METHODS: This retrospective administrative claims analysis compared healthcare utilization and cost in patients with COPD to their counterparts with no COPD for the 12 months prior to the date of COPD diagnosis. COPD patients (identified using ICD9-CM codes) were matched to their counterparts with no COPD based on age, gender, eligibility, geographic region, and index date. Multivariate analysis was employed to determine the incremental impact of undiagnosed COPD on resource utilization and costs. Logistic and negative binomial regressions were used to model the occurrence of all-cause and respiratory-related inpatient and emergency department (ED) visits, and physician office visits.
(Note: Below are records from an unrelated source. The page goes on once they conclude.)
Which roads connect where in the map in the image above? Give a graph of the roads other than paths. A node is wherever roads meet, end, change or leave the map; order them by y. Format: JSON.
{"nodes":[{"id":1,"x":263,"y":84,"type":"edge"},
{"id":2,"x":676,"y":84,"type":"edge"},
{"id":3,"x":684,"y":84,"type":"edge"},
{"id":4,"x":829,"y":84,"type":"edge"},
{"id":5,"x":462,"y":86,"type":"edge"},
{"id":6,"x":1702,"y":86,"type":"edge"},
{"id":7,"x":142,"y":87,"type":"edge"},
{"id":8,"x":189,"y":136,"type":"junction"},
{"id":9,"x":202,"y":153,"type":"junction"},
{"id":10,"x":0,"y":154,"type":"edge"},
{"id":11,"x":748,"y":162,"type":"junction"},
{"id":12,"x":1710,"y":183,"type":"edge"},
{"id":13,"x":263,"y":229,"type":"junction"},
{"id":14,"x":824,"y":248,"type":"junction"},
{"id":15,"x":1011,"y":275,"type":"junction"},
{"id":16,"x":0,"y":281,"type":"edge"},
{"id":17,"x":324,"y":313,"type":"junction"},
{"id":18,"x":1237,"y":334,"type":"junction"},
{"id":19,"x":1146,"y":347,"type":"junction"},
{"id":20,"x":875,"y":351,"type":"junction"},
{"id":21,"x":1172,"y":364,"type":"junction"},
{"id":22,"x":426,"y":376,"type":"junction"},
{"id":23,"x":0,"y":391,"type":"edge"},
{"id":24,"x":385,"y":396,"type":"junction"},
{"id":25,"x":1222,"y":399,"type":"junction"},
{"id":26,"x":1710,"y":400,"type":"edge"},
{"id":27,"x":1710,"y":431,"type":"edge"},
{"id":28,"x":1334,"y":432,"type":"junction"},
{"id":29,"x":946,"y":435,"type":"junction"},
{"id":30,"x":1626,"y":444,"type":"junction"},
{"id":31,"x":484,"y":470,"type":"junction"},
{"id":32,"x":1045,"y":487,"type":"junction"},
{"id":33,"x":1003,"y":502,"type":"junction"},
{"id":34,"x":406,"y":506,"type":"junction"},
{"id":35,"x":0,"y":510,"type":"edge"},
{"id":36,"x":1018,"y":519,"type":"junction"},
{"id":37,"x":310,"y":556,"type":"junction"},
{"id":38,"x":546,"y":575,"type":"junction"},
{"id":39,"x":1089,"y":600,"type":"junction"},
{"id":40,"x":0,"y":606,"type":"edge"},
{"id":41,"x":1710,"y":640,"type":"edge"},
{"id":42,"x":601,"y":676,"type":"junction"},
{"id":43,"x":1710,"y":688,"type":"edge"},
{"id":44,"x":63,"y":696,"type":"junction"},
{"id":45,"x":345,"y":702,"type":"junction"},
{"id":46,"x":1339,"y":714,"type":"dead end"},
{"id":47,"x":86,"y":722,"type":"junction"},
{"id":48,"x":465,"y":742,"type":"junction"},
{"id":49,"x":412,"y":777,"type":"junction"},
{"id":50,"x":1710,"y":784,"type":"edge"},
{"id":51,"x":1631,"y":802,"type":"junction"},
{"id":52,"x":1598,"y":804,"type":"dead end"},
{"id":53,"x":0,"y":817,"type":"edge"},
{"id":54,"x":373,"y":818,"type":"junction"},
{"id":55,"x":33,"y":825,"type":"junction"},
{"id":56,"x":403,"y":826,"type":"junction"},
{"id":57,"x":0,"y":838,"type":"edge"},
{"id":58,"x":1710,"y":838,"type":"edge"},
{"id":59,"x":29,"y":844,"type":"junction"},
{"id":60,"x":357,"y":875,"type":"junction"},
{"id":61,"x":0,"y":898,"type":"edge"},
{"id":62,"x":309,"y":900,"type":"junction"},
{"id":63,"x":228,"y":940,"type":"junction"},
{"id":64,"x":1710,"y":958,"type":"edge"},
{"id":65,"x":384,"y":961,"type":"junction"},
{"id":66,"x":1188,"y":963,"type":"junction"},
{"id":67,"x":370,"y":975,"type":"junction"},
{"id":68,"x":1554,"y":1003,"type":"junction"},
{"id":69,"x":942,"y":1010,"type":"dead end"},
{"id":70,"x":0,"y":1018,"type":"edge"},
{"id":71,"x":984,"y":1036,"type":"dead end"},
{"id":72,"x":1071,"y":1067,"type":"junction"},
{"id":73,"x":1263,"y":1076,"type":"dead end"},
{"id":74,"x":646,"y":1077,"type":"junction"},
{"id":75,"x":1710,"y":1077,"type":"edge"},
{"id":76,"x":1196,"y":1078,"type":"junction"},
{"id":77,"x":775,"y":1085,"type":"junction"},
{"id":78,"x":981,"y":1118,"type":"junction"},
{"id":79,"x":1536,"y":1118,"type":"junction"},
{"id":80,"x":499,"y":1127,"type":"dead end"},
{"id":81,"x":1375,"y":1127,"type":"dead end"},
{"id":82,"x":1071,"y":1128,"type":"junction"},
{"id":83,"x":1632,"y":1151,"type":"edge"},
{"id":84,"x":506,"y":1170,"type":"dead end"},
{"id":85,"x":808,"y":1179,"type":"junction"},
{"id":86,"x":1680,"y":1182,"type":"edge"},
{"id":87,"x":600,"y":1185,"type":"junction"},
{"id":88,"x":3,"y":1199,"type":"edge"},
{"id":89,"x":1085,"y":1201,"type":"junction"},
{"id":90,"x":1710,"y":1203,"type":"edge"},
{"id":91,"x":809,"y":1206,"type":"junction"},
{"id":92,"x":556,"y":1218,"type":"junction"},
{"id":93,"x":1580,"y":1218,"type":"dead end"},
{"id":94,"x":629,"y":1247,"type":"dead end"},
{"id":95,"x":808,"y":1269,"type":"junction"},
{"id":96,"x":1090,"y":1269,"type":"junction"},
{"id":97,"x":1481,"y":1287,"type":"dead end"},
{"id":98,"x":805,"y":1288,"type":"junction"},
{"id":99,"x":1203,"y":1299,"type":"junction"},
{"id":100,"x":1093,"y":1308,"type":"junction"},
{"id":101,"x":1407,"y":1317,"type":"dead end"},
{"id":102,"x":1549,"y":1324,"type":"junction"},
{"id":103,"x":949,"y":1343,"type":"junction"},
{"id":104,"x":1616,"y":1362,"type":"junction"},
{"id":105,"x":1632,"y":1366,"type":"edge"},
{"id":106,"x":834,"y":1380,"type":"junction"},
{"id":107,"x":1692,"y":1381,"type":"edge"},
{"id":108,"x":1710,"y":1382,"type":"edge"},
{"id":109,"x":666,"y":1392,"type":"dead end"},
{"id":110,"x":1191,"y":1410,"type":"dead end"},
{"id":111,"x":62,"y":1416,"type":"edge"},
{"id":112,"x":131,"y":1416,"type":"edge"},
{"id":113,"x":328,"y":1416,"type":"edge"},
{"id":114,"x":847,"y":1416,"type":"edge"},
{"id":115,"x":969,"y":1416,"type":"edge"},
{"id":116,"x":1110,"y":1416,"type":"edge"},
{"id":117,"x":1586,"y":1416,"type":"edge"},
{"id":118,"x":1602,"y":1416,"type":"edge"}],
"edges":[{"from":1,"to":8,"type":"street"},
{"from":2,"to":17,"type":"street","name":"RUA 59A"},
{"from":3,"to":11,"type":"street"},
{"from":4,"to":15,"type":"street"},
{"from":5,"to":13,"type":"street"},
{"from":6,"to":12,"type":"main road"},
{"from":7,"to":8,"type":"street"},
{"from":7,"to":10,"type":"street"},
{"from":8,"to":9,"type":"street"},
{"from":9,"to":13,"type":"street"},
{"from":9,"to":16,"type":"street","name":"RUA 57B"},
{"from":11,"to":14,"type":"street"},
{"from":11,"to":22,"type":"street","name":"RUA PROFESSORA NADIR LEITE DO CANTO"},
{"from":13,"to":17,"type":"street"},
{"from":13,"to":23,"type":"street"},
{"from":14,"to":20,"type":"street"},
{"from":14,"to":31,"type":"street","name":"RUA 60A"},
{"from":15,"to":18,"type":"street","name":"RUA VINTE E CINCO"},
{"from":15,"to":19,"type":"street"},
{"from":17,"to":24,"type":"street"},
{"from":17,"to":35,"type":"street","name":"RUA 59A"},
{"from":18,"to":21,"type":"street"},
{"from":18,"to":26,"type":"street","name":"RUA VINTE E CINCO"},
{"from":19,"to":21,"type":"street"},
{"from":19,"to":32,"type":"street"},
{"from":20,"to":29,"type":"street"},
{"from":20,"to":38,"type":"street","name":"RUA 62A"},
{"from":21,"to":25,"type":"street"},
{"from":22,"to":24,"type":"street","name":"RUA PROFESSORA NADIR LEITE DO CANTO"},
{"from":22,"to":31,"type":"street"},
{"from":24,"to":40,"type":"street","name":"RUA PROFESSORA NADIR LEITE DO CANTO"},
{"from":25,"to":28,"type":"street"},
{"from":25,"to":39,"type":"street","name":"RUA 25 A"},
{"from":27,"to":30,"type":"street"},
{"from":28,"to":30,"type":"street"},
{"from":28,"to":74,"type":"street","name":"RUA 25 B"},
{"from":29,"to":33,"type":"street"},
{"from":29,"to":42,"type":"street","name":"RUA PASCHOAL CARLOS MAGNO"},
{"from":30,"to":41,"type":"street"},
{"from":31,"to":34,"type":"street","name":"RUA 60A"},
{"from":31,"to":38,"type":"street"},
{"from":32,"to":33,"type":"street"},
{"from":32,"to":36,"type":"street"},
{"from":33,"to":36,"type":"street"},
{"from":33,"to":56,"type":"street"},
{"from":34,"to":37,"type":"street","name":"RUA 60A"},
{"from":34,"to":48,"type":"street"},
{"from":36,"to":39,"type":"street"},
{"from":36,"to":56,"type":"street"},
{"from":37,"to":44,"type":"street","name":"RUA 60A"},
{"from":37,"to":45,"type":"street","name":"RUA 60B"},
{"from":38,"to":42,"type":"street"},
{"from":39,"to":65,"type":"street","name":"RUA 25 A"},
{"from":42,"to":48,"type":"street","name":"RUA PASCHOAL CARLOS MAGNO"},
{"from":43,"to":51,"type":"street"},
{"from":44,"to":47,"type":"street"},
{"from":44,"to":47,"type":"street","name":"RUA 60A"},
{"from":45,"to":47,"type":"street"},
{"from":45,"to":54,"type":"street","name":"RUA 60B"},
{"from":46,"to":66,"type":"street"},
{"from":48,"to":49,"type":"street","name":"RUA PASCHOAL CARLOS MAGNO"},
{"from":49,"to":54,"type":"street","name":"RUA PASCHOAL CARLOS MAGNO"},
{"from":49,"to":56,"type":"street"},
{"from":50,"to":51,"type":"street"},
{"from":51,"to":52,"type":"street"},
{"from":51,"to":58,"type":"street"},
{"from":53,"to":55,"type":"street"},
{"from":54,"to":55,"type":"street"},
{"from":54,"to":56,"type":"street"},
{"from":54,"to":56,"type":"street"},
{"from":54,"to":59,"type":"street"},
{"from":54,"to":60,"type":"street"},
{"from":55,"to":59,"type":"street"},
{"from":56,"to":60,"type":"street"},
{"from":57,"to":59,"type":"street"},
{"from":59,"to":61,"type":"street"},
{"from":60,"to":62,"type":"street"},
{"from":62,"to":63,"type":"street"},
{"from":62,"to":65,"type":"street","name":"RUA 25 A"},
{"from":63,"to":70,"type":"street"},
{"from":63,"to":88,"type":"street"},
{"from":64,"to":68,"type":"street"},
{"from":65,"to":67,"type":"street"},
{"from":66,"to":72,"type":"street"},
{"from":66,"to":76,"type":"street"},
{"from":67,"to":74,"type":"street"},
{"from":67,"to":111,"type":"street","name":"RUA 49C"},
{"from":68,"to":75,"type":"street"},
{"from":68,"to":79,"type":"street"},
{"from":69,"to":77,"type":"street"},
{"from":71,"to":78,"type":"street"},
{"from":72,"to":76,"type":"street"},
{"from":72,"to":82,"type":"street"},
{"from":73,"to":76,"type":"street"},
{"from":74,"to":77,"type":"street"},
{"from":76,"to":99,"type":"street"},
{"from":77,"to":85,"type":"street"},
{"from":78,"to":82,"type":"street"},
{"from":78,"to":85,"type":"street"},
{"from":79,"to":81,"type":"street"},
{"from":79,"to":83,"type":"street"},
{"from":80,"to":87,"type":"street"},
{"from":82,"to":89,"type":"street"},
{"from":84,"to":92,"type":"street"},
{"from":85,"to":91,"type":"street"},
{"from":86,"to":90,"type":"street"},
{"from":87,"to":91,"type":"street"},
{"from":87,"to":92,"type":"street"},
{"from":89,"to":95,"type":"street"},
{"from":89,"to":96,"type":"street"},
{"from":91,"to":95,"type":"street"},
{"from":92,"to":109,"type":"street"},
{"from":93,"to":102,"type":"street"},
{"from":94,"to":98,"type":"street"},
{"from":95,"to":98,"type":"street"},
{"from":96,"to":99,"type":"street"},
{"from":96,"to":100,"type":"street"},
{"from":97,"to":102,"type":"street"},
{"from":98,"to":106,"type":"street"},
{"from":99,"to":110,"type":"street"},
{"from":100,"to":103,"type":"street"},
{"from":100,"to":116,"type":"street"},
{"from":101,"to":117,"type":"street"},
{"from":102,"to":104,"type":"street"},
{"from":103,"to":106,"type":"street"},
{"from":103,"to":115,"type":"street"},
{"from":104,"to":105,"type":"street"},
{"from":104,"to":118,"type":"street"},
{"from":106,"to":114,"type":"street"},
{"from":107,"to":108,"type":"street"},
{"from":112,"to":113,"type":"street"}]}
A two part model was employed to assess costs.
RESULTS: A total of 28,968 and 81,322 patients were identified in the COPD and control cohorts, yielding a match ratio of approximately 1:3. The cohorts had similar age, regional and gender distribution as a result of matching. Logistic models produced odds ratios of 5.6 (95% CI: 5.4 –5.9) and 17.1 (95% CI: 15.4 –19.9) for COPD subjects vs. controls for all-cause and respiratory-related inpatient/ED visits, respectively, indicating a greater likelihood of events in the COPD cohort. Similarly, incidence rate ratios for all-cause and respiratory-related physician office visits were 4.1 (95% CI: 4.0 –4.2) and 7.4 (95% CI: 7.2 –7.7) for COPD patients vs. controls. Based on the two-part model for cost, the predicted total medical cost in the COPD cohort was $6.539.6 compared to $809.9 for non-COPD cohort. Predicted respiratory related medical costs were also substantially higher for COPD cohort compared to non-COPD cohort ($1,703.8 in COPD cohort vs. $64.6 in non-COPD cohort).
CONCLUSION: Undiagnosed COPD patients consume a significant amount of healthcare resources and cost in the 12 months prior to their diagnosis with the condition.